** What you will do **
All of the records should be restated word for word.

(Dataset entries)

----

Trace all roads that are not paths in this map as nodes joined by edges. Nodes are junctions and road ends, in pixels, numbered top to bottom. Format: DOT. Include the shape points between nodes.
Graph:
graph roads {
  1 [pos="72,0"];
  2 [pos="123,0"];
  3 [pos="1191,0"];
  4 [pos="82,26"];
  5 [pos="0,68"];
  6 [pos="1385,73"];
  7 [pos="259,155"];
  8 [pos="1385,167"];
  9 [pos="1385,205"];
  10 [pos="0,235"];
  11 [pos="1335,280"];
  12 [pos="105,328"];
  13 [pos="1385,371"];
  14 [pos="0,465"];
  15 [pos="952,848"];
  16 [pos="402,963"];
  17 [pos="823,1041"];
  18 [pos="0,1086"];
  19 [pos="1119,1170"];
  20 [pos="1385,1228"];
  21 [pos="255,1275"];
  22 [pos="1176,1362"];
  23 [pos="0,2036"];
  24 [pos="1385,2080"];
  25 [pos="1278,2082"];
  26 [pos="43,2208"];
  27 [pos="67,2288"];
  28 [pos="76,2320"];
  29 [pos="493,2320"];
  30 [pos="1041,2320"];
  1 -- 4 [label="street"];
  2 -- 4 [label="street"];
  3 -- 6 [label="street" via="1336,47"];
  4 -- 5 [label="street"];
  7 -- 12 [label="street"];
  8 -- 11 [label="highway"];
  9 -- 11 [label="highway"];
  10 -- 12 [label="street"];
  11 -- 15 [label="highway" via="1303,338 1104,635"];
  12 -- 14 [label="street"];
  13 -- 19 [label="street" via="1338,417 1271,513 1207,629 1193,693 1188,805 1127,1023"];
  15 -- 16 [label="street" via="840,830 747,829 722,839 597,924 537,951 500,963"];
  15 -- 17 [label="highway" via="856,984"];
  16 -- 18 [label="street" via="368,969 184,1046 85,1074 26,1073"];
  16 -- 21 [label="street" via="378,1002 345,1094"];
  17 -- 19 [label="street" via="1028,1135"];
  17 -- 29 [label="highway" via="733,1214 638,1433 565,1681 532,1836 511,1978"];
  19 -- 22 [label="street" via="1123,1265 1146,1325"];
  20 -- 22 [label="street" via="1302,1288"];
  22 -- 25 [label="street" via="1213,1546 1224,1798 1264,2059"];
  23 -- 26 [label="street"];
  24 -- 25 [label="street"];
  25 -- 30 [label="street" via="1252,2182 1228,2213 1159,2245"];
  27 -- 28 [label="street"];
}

----

** Solution for this exercise **
Trace all roads that are not paths in this map as nodes joined by edges. Nodes are junctions and road ends, in pixels, numbered top to bottom. Format: DOT. Include the shape points between nodes.
Graph:
graph roads {
  1 [pos="72,0"];
  2 [pos="123,0"];
  3 [pos="1191,0"];
  4 [pos="82,26"];
  5 [pos="0,68"];
  6 [pos="1385,73"];
  7 [pos="259,155"];
  8 [pos="1385,167"];
  9 [pos="1385,205"];
  10 [pos="0,235"];
  11 [pos="1335,280"];
  12 [pos="105,328"];
  13 [pos="1385,371"];
  14 [pos="0,465"];
  15 [pos="952,848"];
  16 [pos="402,963"];
  17 [pos="823,1041"];
  18 [pos="0,1086"];
  19 [pos="1119,1170"];
  20 [pos="1385,1228"];
  21 [pos="255,1275"];
  22 [pos="1176,1362"];
  23 [pos="0,2036"];
  24 [pos="1385,2080"];
  25 [pos="1278,2082"];
  26 [pos="43,2208"];
  27 [pos="67,2288"];
  28 [pos="76,2320"];
  29 [pos="493,2320"];
  30 [pos="1041,2320"];
  1 -- 4 [label="street"];
  2 -- 4 [label="street"];
  3 -- 6 [label="street" via="1336,47"];
  4 -- 5 [label="street"];
  7 -- 12 [label="street"];
  8 -- 11 [label="highway"];
  9 -- 11 [label="highway"];
  10 -- 12 [label="street"];
  11 -- 15 [label="highway" via="1303,338 1104,635"];
  12 -- 14 [label="street"];
  13 -- 19 [label="street" via="1338,417 1271,513 1207,629 1193,693 1188,805 1127,1023"];
  15 -- 16 [label="street" via="840,830 747,829 722,839 597,924 537,951 500,963"];
  15 -- 17 [label="highway" via="856,984"];
  16 -- 18 [label="street" via="368,969 184,1046 85,1074 26,1073"];
  16 -- 21 [label="street" via="378,1002 345,1094"];
  17 -- 19 [label="street" via="1028,1135"];
  17 -- 29 [label="highway" via="733,1214 638,1433 565,1681 532,1836 511,1978"];
  19 -- 22 [label="street" via="1123,1265 1146,1325"];
  20 -- 22 [label="street" via="1302,1288"];
  22 -- 25 [label="street" via="1213,1546 1224,1798 1264,2059"];
  23 -- 26 [label="street"];
  24 -- 25 [label="street"];
  25 -- 30 [label="street" via="1252,2182 1228,2213 1159,2245"];
  27 -- 28 [label="street"];
}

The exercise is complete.